Stored dataset items:
=-=-=-=-=

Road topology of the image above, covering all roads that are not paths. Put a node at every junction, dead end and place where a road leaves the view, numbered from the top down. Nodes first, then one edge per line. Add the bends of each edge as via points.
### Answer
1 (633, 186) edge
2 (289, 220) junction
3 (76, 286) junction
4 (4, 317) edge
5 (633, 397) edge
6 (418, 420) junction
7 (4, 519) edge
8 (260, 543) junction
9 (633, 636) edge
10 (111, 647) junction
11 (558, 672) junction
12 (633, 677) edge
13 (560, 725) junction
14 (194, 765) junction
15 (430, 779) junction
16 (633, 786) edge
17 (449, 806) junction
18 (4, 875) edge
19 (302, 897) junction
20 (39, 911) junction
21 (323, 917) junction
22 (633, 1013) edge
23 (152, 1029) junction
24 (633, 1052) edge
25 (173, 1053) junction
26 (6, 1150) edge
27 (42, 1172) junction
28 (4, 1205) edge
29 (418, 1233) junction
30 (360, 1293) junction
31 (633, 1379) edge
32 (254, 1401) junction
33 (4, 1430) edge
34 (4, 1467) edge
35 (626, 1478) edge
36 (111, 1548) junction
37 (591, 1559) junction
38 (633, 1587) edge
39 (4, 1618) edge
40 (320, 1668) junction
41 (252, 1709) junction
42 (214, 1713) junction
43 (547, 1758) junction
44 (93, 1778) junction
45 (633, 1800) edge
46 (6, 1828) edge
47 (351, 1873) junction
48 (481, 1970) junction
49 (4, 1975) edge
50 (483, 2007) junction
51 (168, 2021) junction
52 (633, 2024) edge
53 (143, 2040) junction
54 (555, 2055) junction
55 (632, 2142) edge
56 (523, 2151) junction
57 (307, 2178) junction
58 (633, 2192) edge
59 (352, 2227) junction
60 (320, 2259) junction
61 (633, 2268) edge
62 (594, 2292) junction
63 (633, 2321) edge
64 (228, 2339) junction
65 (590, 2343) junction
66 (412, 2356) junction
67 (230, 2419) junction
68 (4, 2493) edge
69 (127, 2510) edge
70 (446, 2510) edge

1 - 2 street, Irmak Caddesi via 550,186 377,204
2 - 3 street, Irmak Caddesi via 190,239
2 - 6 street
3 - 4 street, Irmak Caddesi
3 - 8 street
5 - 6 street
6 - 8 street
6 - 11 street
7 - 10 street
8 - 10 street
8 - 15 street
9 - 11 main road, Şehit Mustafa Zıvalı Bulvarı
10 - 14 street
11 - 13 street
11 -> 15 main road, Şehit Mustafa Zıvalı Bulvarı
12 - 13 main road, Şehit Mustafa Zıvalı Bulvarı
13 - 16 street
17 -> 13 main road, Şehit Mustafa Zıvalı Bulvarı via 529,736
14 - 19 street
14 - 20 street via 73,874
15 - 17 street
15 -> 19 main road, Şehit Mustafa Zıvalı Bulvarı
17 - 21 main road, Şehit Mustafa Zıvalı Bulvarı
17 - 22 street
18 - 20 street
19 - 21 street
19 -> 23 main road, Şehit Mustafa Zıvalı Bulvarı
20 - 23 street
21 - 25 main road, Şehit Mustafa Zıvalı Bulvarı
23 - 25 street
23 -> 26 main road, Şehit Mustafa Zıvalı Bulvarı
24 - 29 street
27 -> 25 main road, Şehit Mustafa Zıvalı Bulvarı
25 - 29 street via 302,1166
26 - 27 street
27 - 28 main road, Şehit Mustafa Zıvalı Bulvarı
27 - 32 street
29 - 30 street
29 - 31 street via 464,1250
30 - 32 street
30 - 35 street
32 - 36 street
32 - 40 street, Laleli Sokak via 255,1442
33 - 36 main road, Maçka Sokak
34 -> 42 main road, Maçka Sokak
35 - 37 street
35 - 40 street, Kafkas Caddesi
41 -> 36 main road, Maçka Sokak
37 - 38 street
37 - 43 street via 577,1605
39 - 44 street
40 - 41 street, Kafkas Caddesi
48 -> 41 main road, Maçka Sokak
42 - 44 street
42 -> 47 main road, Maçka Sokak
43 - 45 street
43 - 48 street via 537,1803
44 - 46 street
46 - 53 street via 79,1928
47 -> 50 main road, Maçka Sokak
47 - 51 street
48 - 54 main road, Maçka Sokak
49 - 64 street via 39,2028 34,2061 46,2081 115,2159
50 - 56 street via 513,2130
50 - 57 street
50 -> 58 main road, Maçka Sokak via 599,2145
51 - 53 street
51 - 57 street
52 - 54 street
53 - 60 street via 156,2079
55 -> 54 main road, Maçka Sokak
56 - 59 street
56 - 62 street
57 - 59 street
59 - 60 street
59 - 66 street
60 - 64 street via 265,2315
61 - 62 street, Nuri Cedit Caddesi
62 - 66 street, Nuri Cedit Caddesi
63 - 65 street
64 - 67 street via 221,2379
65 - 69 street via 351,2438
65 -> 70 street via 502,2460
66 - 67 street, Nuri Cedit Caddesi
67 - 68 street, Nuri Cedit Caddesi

=-=-=-=-=

PROMPT: Find how many lines of the entries include the word "Maçka". The number is the entire reply.

TASK OUTPUT: 9